MUN introduces additional overhead compared to MUN-noDAD, as the DAD algorithm employs the Farthest Point Sampling (FPS) technique for identifying key subgoals from a batch of samples in the replay buffer. FPS is computationally efficient, with a time complexity of $O(nk)$ , where $n$ is the batch size and $k$ is the number of key subgoals to discover (a constant).

R4. How does the performance of MUN scale with the complexity of the environment (e.g., larger state and action spaces)?

As mentioned in R3, MUN does not add significant overhead to standard model-based RL baselines such as Dreamer. MUN scales in accordance with Dreamer's handling of environmental complexity. The FPS algorithm, used to discover key subgoal states in DAD, operates in action spaces. Since the dimensionality of action spaces is typically smaller than that of state spaces, DAD remains scalable to environments with high-dimensional state spaces.

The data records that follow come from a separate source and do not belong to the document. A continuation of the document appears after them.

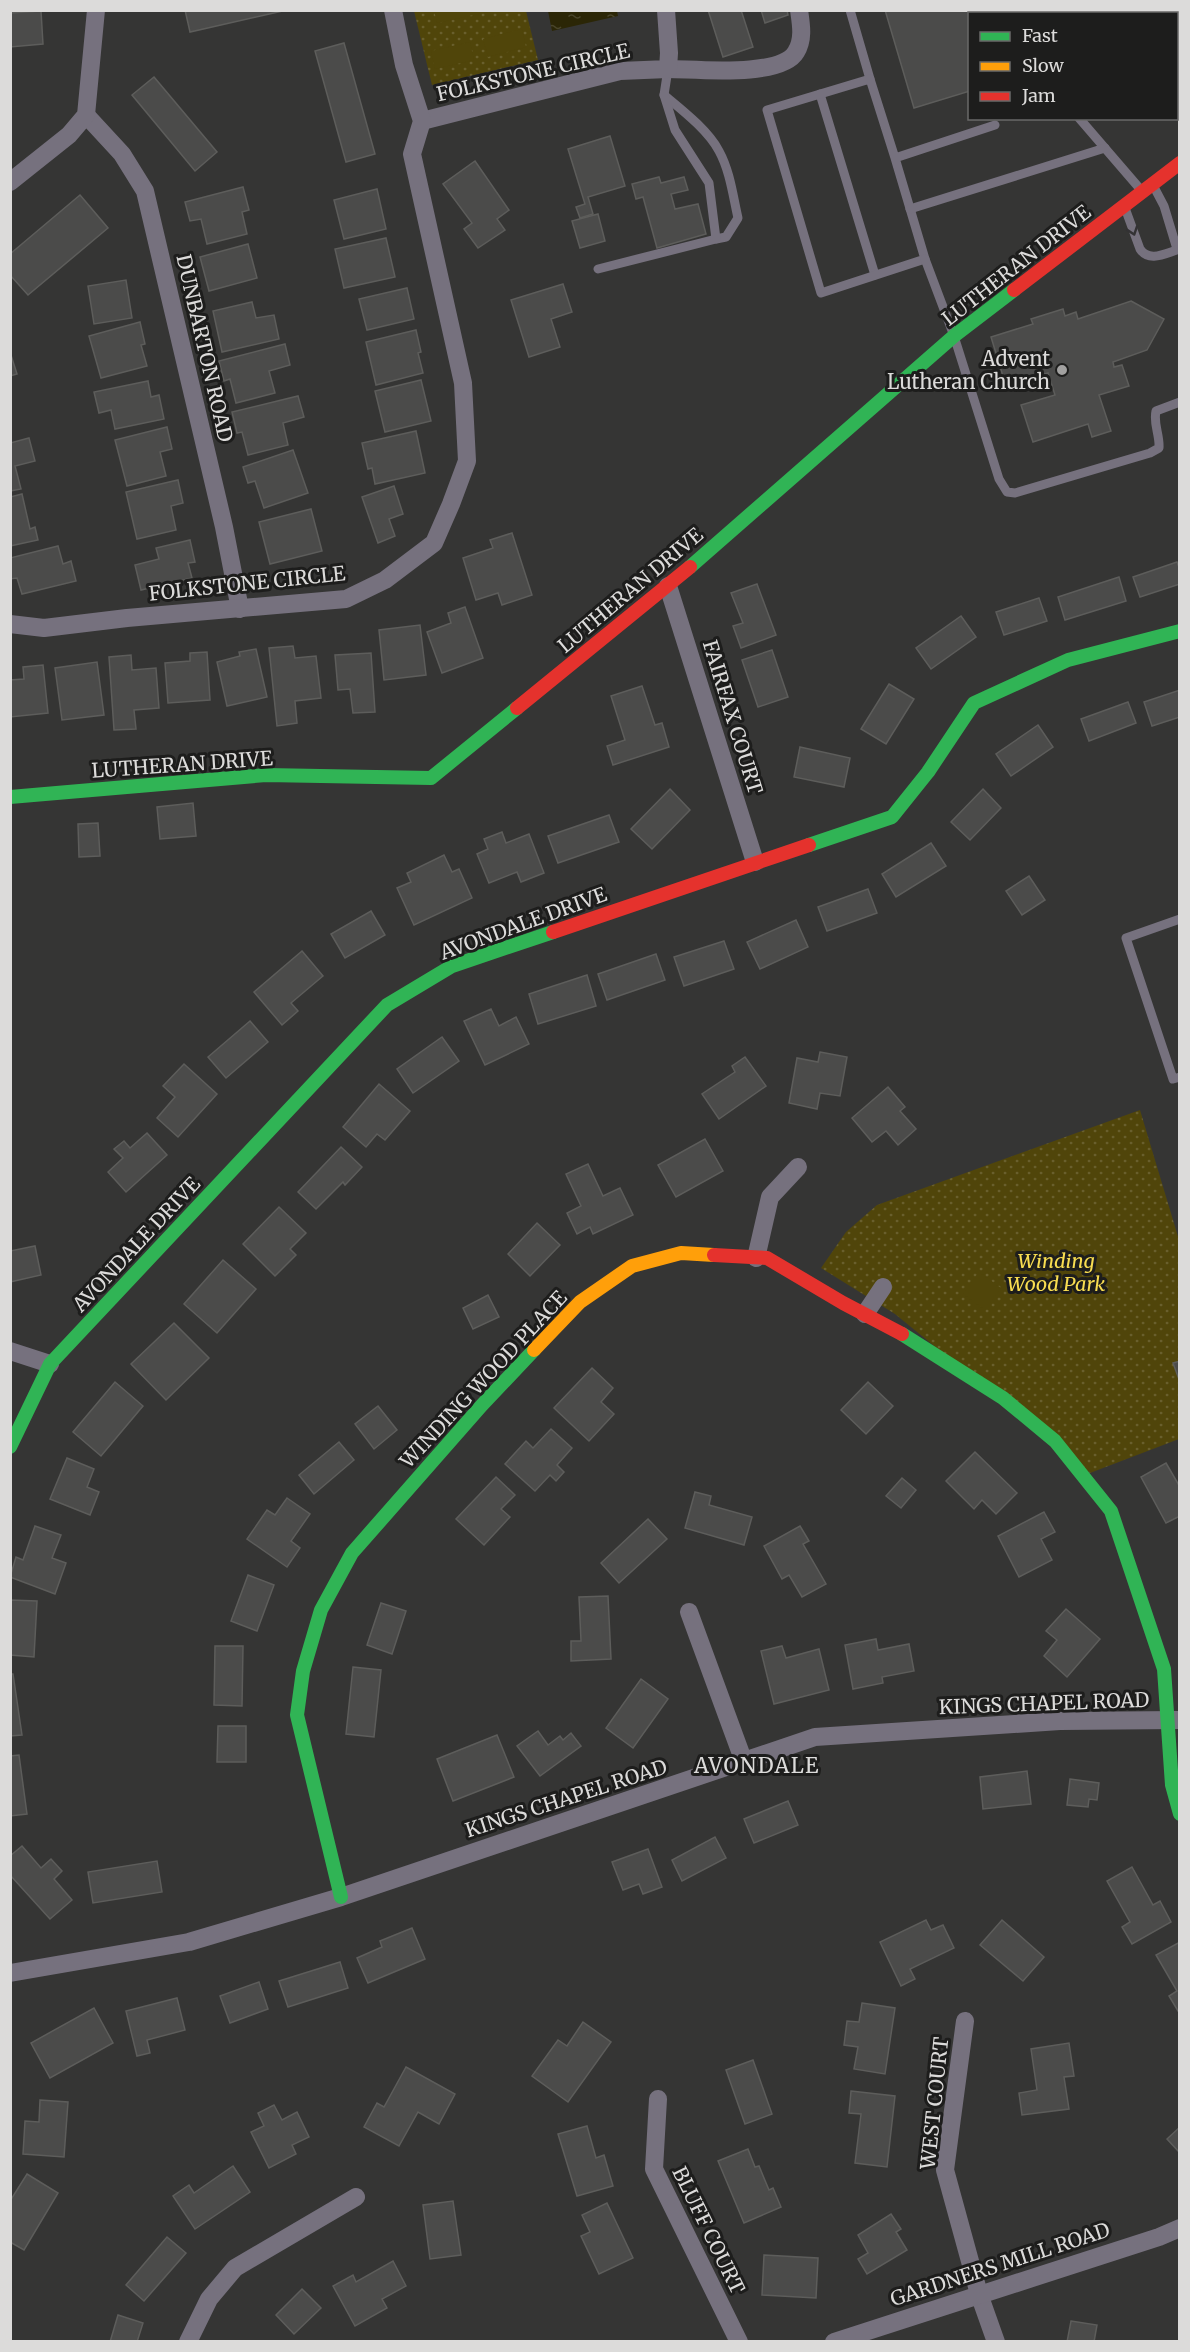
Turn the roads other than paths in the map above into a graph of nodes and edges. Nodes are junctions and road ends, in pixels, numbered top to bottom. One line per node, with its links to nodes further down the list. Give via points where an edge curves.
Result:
1 (96, 10): 10 (street)
2 (393, 10): 12 (street, FOLKSTONE CIRCLE, via 404,65)
3 (666, 10): 6 (street)
4 (799, 10): 6 (street, FOLKSTONE CIRCLE, via 802,31 796,53 785,62 745,71)
5 (850, 10): 7 (lane)
6 (668, 69): 9 (lane); 12 (street, FOLKSTONE CIRCLE, via 620,71)
7 (870, 79): 8 (lane); 15 (lane)
8 (820, 94): 25 (lane); 25 (lane, via 767,110 821,293)
9 (664, 95): 21 (lane, via 675,130 709,183); 21 (lane, via 692,118 719,150 730,180 738,218 726,237)
10 (86, 115): 17 (street, via 69,135); 29 (street, DUNBARTON ROAD, via 122,154 144,191)
11 (1081, 120): 14 (lane)
12 (422, 121): 29 (street, FOLKSTONE CIRCLE, via 412,154 464,383 467,461 452,504 434,543 385,580 346,599)
13 (995, 125): 15 (lane)
14 (1105, 148): 18 (lane); 20 (lane)
15 (895, 158): 20 (lane)
16 (1179, 163): 18 (street, LUTHERAN DRIVE)
17 (10, 182)
18 (1147, 188): 19 (street, LUTHERAN DRIVE); 22 (lane, via 1164,206)
19 (1125, 206): 22 (lane, one-way to 22, via 1144,254 1151,257); 26 (street, LUTHERAN DRIVE)
20 (910, 208): 23 (lane)
21 (716, 239): 24 (lane)
22 (1178, 249)
23 (925, 259): 25 (lane); 26 (lane)
24 (598, 269)
25 (875, 275)
26 (954, 336): 27 (lane, via 999,479 1007,492 1015,493 1150,453 1159,448 1156,411); 28 (street, LUTHERAN DRIVE)
27 (1179, 402)
28 (668, 586): 32 (street, LUTHERAN DRIVE, via 431,778 266,775); 33 (street, FAIRFAX COURT)
29 (240, 609): 30 (street, FOLKSTONE CIRCLE, via 44,628)
30 (10, 624)
31 (1179, 631): 33 (street, AVONDALE DRIVE, via 1068,660 974,703 892,818)
32 (10, 797)
33 (755, 862): 41 (street, AVONDALE DRIVE, via 452,966 387,1005)
34 (1179, 919): 35 (lane, via 1126,938 1173,1079)
35 (1179, 1077)
36 (798, 1167): 37 (street, via 770,1197)
37 (756, 1258): 39 (street, WINDING WOOD PLACE, via 767,1258); 47 (street, WINDING WOOD PLACE, via 681,1253 632,1266 580,1302 482,1405 352,1553 321,1610 303,1671 297,1715)
38 (883, 1287): 39 (street)
39 (865, 1314): 44 (street, WINDING WOOD PLACE, via 1003,1398 1055,1441 1111,1511 1164,1669)
40 (10, 1351): 41 (street)
41 (50, 1364): 42 (street, AVONDALE DRIVE)
42 (10, 1447)
43 (689, 1612): 45 (street)
44 (1173, 1721): 45 (street, KINGS CHAPEL ROAD, via 1060,1721 815,1737); 46 (street, via 1172,1785)
45 (744, 1762): 47 (street, KINGS CHAPEL ROAD)
46 (1179, 1814)
47 (341, 1897): 48 (street, KINGS CHAPEL ROAD, via 189,1942)
48 (10, 1972)
49 (965, 2021): 53 (street, WEST COURT, via 945,2170)
50 (658, 2099): 55 (street, BLUFF COURT, via 654,2169)
51 (356, 2197): 54 (street, via 236,2268 209,2299)
52 (1179, 2228): 53 (street, GARDNERS MILL ROAD)
53 (979, 2294): 56 (street, GARDNERS MILL ROAD); 57 (street, WEST COURT)
54 (188, 2342)
55 (739, 2342)
56 (834, 2342)
57 (996, 2342)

R5. Have the authors explored different methods for identifying key subgoals, and how do they compare to DAD?

We considered applying DAD to discover key subgoals in the state spaces instead of the action spaces. Please refer to our global response (the MUN-KeyObs ablation) for details.

R6. How does the choice of the world model architecture (RSSM) impact the performance of MUN?

MUN improves the quality of a world model through its enriched replay buffers and a novel goal-sampling strategy. It is not tied to a specific world model architecture and can be applied to any model-based RL framework. We will clarify this in the paper.

R7. Can the authors provide a more detailed analysis of the ablation study comparing MUN with MUN-noDAD?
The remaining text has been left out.